あらゆる角度から面白かった、井上尚弥 VS ルイス・ネリ

 昨晩の井上VSネリはホント面白かったですね。

 

 まず、ヒーローVSヒールという図式がはっきりしていて、いきなり予想外のピンチを迎えた主人公がそれを乗り越えて最後には悪役を見事にやっつける、という展開はボクシングにあまり興味のない人にもこれ以上ないほどわかりやすく興奮できるストーリーだと思いました。漫画みたい、という声が多かったのもわかります。

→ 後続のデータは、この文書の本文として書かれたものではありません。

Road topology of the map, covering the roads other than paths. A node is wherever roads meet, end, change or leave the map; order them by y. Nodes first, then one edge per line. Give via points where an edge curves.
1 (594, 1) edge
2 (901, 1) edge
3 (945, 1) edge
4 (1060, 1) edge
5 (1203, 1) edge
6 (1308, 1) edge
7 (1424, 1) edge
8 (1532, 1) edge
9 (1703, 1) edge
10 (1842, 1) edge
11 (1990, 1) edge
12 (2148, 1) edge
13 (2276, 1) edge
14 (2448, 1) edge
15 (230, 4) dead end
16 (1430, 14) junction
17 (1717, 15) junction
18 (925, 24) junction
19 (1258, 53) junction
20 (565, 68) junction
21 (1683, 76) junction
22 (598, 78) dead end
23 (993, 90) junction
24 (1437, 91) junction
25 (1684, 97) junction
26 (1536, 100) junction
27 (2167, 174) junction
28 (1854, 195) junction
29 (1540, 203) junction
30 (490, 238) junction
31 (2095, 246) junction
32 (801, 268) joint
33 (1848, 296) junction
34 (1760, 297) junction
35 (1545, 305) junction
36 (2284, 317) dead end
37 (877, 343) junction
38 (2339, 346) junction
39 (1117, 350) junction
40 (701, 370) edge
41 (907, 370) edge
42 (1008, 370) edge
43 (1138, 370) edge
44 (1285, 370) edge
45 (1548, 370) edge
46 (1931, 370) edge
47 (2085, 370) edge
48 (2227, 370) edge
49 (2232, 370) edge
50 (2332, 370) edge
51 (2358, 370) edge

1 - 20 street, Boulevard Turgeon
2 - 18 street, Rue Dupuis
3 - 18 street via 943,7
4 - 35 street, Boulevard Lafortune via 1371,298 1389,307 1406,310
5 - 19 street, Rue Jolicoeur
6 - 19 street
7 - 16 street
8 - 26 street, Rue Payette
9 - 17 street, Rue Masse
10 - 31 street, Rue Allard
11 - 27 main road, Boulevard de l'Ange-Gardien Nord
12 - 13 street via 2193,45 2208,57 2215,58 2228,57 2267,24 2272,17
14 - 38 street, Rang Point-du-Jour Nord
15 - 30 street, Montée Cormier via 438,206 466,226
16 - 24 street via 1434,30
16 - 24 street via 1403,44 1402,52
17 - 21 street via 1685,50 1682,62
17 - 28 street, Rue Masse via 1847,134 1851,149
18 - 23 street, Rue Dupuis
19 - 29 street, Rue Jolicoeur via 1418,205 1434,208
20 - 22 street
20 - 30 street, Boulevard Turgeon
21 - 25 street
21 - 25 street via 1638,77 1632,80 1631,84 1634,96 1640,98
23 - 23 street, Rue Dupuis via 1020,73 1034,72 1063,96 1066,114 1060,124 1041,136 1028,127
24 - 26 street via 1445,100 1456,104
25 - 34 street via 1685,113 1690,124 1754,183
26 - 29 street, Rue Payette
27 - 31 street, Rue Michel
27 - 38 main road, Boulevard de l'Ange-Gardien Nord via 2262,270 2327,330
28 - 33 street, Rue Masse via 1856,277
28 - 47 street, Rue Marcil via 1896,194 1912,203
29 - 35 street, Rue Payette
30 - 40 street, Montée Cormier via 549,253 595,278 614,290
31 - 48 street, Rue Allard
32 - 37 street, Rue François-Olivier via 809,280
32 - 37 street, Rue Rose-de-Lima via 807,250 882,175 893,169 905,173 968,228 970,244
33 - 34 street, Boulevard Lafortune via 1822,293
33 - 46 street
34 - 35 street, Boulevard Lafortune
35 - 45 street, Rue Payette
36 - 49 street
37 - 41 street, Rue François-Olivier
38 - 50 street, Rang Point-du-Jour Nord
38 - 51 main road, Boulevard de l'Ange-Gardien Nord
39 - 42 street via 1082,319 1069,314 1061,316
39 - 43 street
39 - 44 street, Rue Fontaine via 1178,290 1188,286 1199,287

 でも昨日の試合は、素人も玄人も含めいろんな視点から楽しめる本当に貴重な試合だったように思います。

 

 僕は小学生の時に読んだ「あしたのジョー」と中学で読んだ「がんばれ元気」が生涯の漫画ベスト1、2を争い、30歳くらいの時に運動不足解消のためにボクシングジムに2年くらい通ったことがあって、TVやネットで日本人の世界戦はわりとよく観戦しているくらいのまあまあレベルのボクシングファンなんですが、昨日の試合はTVで観ながらもちろん興奮し、今日ネットで観直したら何か勝負事の”深み”みたいなものも感じました。

 

 僕はメンタルにかなり注目しながらスポーツを観るタイプなのですが、大舞台になればなるほど、メンタルのコンディションが与える不思議な影響は怖いほどはっきり試合に現れますよね。

 

 昨日の井上選手は今まで観たことにないくらい気合い入りまくってました。特に入場時は動作にも表情にもそれがすごく出てました。東京ドームのお客さんの熱気がそれをまた煽ったんでしょう。

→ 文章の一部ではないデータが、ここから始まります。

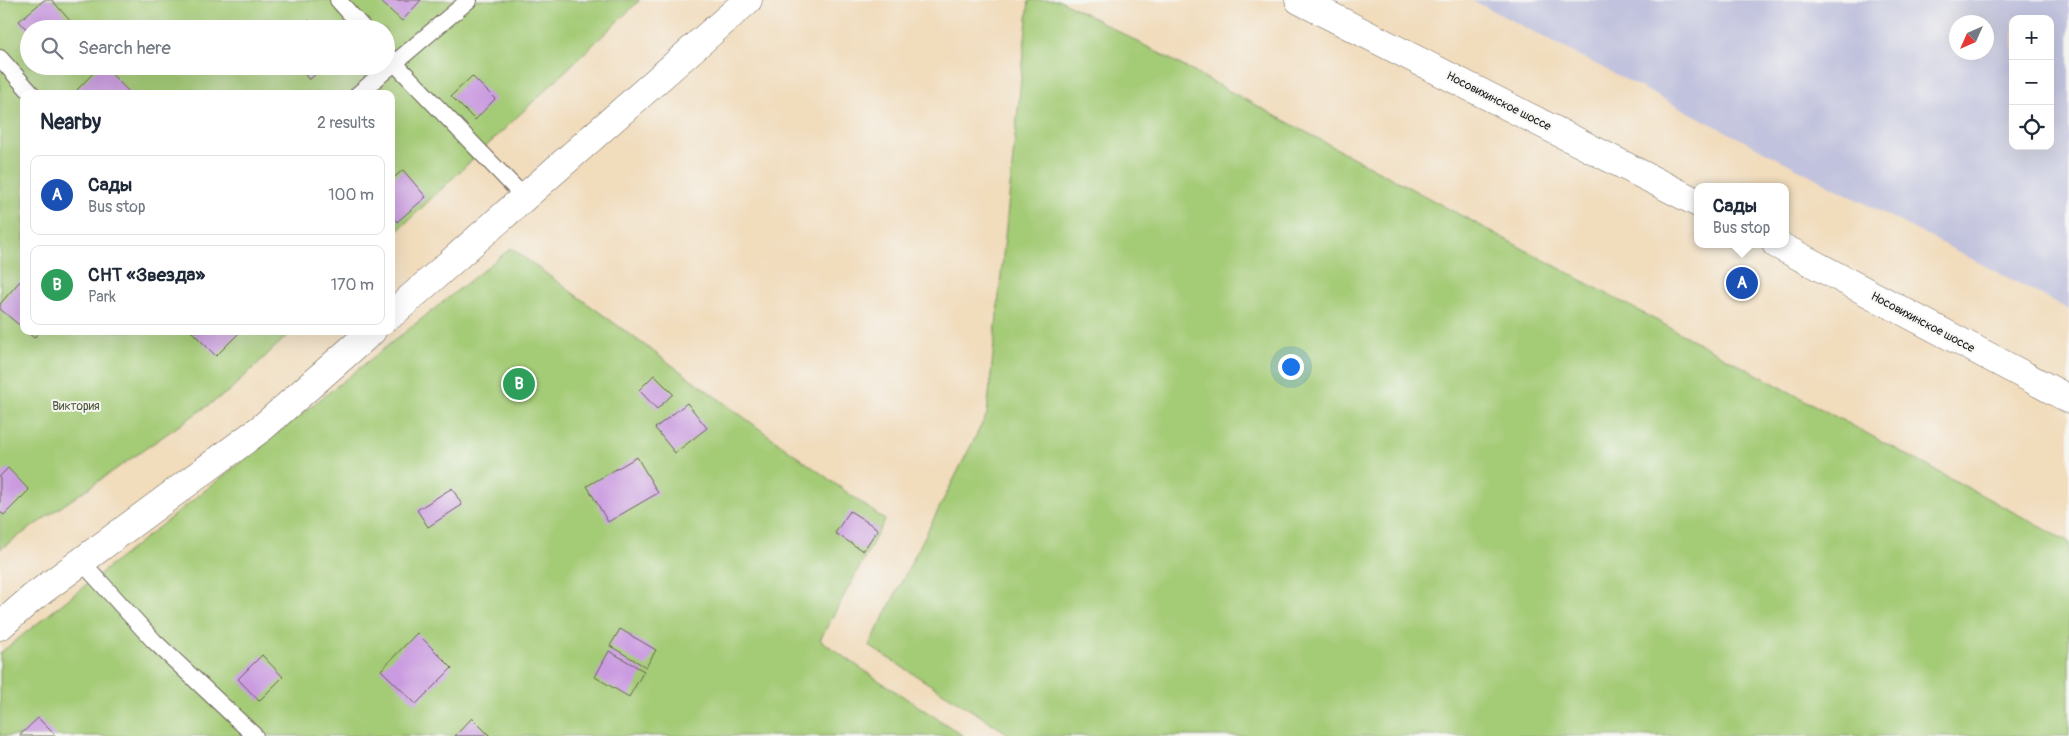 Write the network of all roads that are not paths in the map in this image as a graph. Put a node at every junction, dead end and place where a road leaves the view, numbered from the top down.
1 (338, 0) edge
2 (468, 0) edge
3 (748, 0) edge
4 (1299, 0) edge
5 (356, 20) edge
6 (395, 55) edge
7 (0, 58) edge
8 (395, 62) edge
9 (375, 75) edge
10 (28, 90) edge
11 (362, 90) edge
12 (525, 198) junction
13 (1694, 201) edge
14 (1784, 248) edge
15 (395, 312) edge
16 (367, 335) edge
17 (2069, 399) edge
18 (82, 562) junction
19 (0, 626) edge
20 (254, 736) edge

1 - 5 lane
2 - 6 lane
3 - 12 street
4 - 13 street, Носовихинское шоссе
7 - 10 lane
8 - 12 lane
9 - 11 lane
12 - 15 street
14 - 17 street, Носовихинское шоссе
16 - 18 street
18 - 19 street
18 - 20 lane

 選手が気合いが入りすぎる、気持ちを入れ込みすぎると意識しない形でパフォーマンスに影響が出て、思いがけない展開を呼び込んでしまう、というのは、オリンピックやサッカーのワールドカップ、野球のWBCなど大きな舞台で特にすごく感じることです。神様がシナリオを書いたのか?みたいな展開になったりすることよくありますよね。

 昨晩の試合では、井上選手はいきなりネリにダウンを奪われるわけです。東京ドーム全体が騒然としたのが画面上からも伝わってくるほどでした。

 

 実況のアナウンサーはドネアのパンチでも倒れなかった井上がダウンした!と言ってましたが、ダウンというのはもちろんパンチの強弱の影響もあるでしょうが、それ以上にタイミングの問題なのだと僕は思います。(僕みたいな浅いボクシングファンが偉そうに言えることじゃないですけど、、)

 ネリにしても全力のパンチではなかった感じがしましたし(あれが力のこもったカウンターだったら怖かったですが、、)。

 僕が思い出したのは、同じ東京ドームで2年前に行われた武尊と那須川天心の試合。どんな強いパンチでも倒れたことがなかった武尊選手が天心選手のカウンターにくるん、と回転するように倒れましたよね。見事なタイミングでした。

 あの時の武尊選手もものすごく気合いが入りすぎている状態のように見えました。全身が力んだ状態で、思いもかけないタイミングでパンチを受けると、本人も気づいたら転がっていた、なんてことがよくあるようです。

 

 いつもの井上選手の冷静なメンタルだったら、ダウンせずに相手を倒すこともできたでしょう。倒すまでもう少し時間がかかったかもしれないですが。

 でも、観ている側としたら、負けないことに徹して冷静に確実に倒す試合よりも、一回ダウンしてそこから倒し返す方が全然盛り上がりますよね。それでこそ、興行、プロスポーツです。ただ、ボクシングの場合は命に関わることですから、安易に勇気を出して打ち合え!なんて言えないですが。そういう意味で、井上選手ネリ選手両者ともに果敢で、強い気持ち、覚悟を感じました。

 2ラウンド目からは井上選手は冷静になろうとし始め、ダウンを奪い返してお互いのポイントがイーブンになってからは、完全にいつもの井上選手になっていました。

 パンチを確実に当て、ネリ選手のパンチを見切れるようになると、井上選手がここ打ってこいよという感じで挑発したりしたのは、もう心理戦ですよね、焦った方がどんどん負けに近づいていくのはどんな勝負事でも明白なことです。

 テクニックがあって、スピードが早く、パンチも強い、という能力的に完璧なボクサーの井上選手ですが、その上にこういう心理戦もやれるところがすごいと思います。メンタルの重要さを誰よりもわかっているんですね。

 ダウンしてからの彼の落ち着いた対応を、いろんなボクシング解説者がネットで誉めていましたが、メンタルを常に意識して戦っている、というのが彼の強さの基盤を強くしているのだと僕は思いました。

 テンション上がりまくってやや固くなっていたところでダウンを奪われて、そこから冷静に立て直し少しずつ自信を取り戻し、だんだん自分が優位になると今度は相手のメンタルを揺さぶっていったわけです。

 ネリ選手が試合後相手のペースにハマってしまった、と言ったそうですが、まさにそういうことなんだと思います。

 

 じゃあ、井上選手は技術的にはどうやって組み立てて流れを作っていったのか、これは素人の僕には全然わからないので、プロの意見を聞くしかないのですが、今は引退した選手から現役選手まで、いろんな方がYouTubeチャンネルをやっていて、いろいろ観たのですが、元WBO世界ミニマム級王者の谷口将隆さんの解説が丁寧で、こんな細かく高度な技術を積み重ねていたのかとびっくりして、僕としてはすごく面白かったです。